To summarise, humans are human, even if they tell you about cake, the cake could always be a lie.

Monday 1 June 2015

bLogjam - A Cryptojelly Commentary

So in the last couple of weeks a newly discovered computer security exploit was found - hooray! Something we thought that was safe, trusted, tried and tested over a very long period of time has turned out to be flawed. It's in the media, the sky is falling and people that use the internet are scared about things they do not understand! Customers are frantically emailing companies to ask if they are safe, and how safe safe actually is. An exploit how dreadful, hearts were bleeding last time, what is this nonsense?

Well it's been named Logjam and it's pretty interesting as it exploits a cryptographic method that was patented back in 1977.

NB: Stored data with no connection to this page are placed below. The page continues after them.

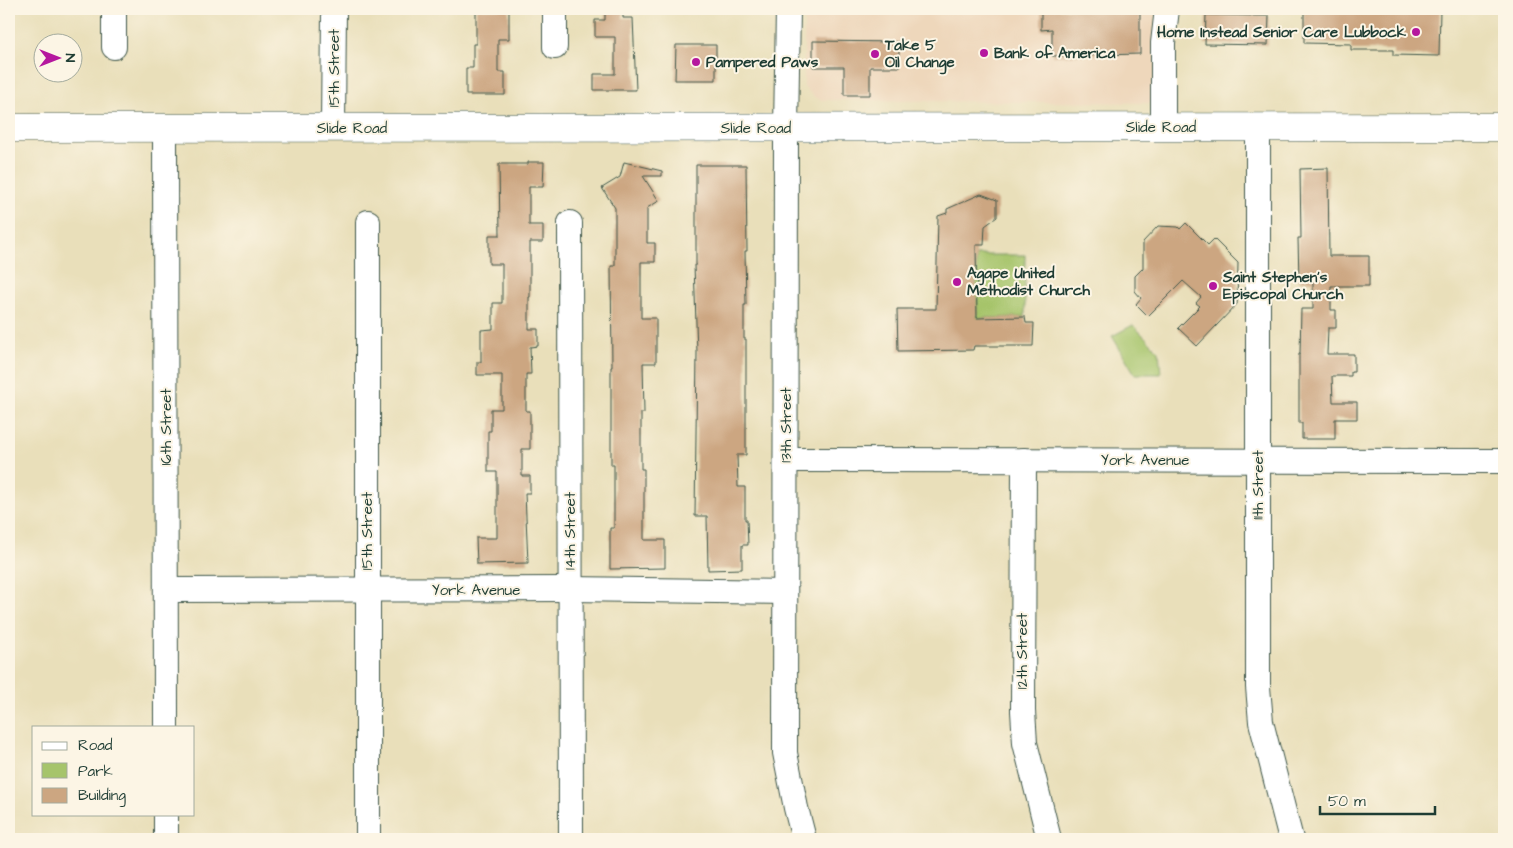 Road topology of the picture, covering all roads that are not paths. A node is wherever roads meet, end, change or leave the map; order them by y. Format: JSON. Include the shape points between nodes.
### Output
{"nodes":[{"id":1,"x":114,"y":9,"type":"edge"},
{"id":2,"x":334,"y":9,"type":"edge"},
{"id":3,"x":555,"y":9,"type":"edge"},
{"id":4,"x":788,"y":9,"type":"edge"},
{"id":5,"x":1167,"y":9,"type":"edge"},
{"id":6,"x":114,"y":47,"type":"dead end"},
{"id":7,"x":555,"y":47,"type":"dead end"},
{"id":8,"x":1164,"y":127,"type":"junction"},
{"id":9,"x":1258,"y":127,"type":"junction"},
{"id":10,"x":1504,"y":127,"type":"edge"},
{"id":11,"x":9,"y":128,"type":"edge"},
{"id":12,"x":165,"y":128,"type":"junction"},
{"id":13,"x":333,"y":128,"type":"junction"},
{"id":14,"x":786,"y":128,"type":"junction"},
{"id":15,"x":368,"y":222,"type":"dead end"},
{"id":16,"x":570,"y":223,"type":"dead end"},
{"id":17,"x":786,"y":460,"type":"junction"},
{"id":18,"x":1024,"y":460,"type":"junction"},
{"id":19,"x":1258,"y":460,"type":"junction"},
{"id":20,"x":1504,"y":461,"type":"edge"},
{"id":21,"x":570,"y":589,"type":"junction"},
{"id":22,"x":166,"y":590,"type":"junction"},
{"id":23,"x":367,"y":590,"type":"junction"},
{"id":24,"x":785,"y":592,"type":"junction"},
{"id":25,"x":166,"y":726,"type":"edge"},
{"id":26,"x":166,"y":816,"type":"edge"},
{"id":27,"x":166,"y":839,"type":"edge"},
{"id":28,"x":368,"y":839,"type":"edge"},
{"id":29,"x":571,"y":839,"type":"edge"},
{"id":30,"x":804,"y":839,"type":"edge"},
{"id":31,"x":1049,"y":839,"type":"edge"},
{"id":32,"x":1291,"y":839,"type":"edge"}],
"edges":[{"from":1,"to":6,"type":"street"},
{"from":2,"to":13,"type":"street","name":"15th Street"},
{"from":3,"to":7,"type":"street"},
{"from":4,"to":14,"type":"street","name":"13th Street"},
{"from":5,"to":8,"type":"street"},
{"from":8,"to":9,"type":"main road","name":"Slide Road"},
{"from":8,"to":14,"type":"main road","name":"Slide Road"},
{"from":9,"to":10,"type":"main road","name":"Slide Road"},
{"from":9,"to":19,"type":"street","name":"11th Street"},
{"from":11,"to":12,"type":"main road","name":"Slide Road"},
{"from":12,"to":13,"type":"main road","name":"Slide Road"},
{"from":12,"to":22,"type":"street","name":"16th Street"},
{"from":13,"to":14,"type":"main road","name":"Slide Road"},
{"from":14,"to":17,"type":"street","name":"13th Street"},
{"from":15,"to":23,"type":"street","name":"15th Street"},
{"from":16,"to":21,"type":"street","name":"14th Street"},
{"from":17,"to":18,"type":"street","name":"York Avenue"},
{"from":17,"to":24,"type":"street","name":"13th Street"},
{"from":18,"to":19,"type":"street","name":"York Avenue"},
{"from":18,"to":31,"type":"street","name":"12th Street","via":[[1025,743]]},
{"from":19,"to":20,"type":"street","name":"York Avenue"},
{"from":19,"to":32,"type":"street","name":"11th Street","via":[[1258,687],[1261,722]]},
{"from":21,"to":23,"type":"street","name":"York Avenue"},
{"from":21,"to":24,"type":"street","name":"York Avenue"},
{"from":21,"to":29,"type":"street","name":"14th Street"},
{"from":22,"to":23,"type":"street","name":"York Avenue"},
{"from":22,"to":25,"type":"street","name":"16th Street"},
{"from":23,"to":28,"type":"street","name":"15th Street"},
{"from":24,"to":30,"type":"street","name":"13th Street","via":[[785,753]]},
{"from":26,"to":27,"type":"street"}]}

The cryptographic method exploited by Logjam is called a Diffie-Hellman key exchange. So why does anyone actually care and why does cryptography stuff matter?

Let’s imagine two people that want to share a secret, but they are only able to talk to each other in public where anyone can hear everything they say to each other. That would be a pretty annoying situation, especially as sometimes you really want to share secrets with your best friends without anyone else listening in (I know I do).

So cryptography solves the problem of sharing secrets in public. The simplest explanation of how a Diffie-Hellman key exchange works is to say it is like mixing various colours of paint together. The trick is that it’s easy to mix two kinds of paint together to make a third colour, and it’s very hard to unmix a paint mixture to establish which two colours made that particular shade.

If these two secretive people wanted to share a secret colour they can do this using a selection of colours of paint. They can both agree in public to start with the same colour like yellow (the public key) then secretly pick a second colour that no one else knows (a private key) which will help them secretly share a new secret colour with each other.

So let’s say one person's secret colour is red and the other is blue. Both secret colours get mixed with the public yellow colour (to make orange and green respectively). One person then gives the orange paint to the other and receives green paint. The clever bit is now when they add their own secret colour again, mixing red into green and blue into orange, and the end result is they are both left with the same horrible shade of dirty brown. Possibly not the most aesthetically pleasing colour, but no matter how yucky it looks they now both have the same colour and more importantly, nobody else knows what that final colour is.

Colourful diagram shown above because colourful diagrams always help.

Now imagine that instead of mixing colours, a Diffie-Hellman key exchange mixes numbers together instead using hard sums.

So what happened recently was that some people discovered a way to swap what would be the equivalent of the vibrant paint palettes used by this method for crappier paint palettes. People thought they were picking their secret paint from large palettes containing lots and lots of colours, when unfortunately an attacker had switched their palettes with smaller palettes containing a smaller number of colours. And we all know if you only have a choice of red, yellow and blue it’s much easier to work out that the secret mixed colour will be a nasty shade of brown.

The logic of mixing the colours was and still appears to be sound, just no-one imagined until recently there would be a way to switch the palettes around and limit the number of private colour choices. As testers we must always strive to imagine the unimaginable, this is one of the reasons why testing is much harder than it appears to be at face value. There may be right answers and wrong answers, but there are also unknown questions which have yet to be answered. Don't worry though, unlike a mythical bug (Rowhammer), Logjam is really easy to patch and most people won't have to do anything more than upgrade their web browser to the latest version to make it go away forever.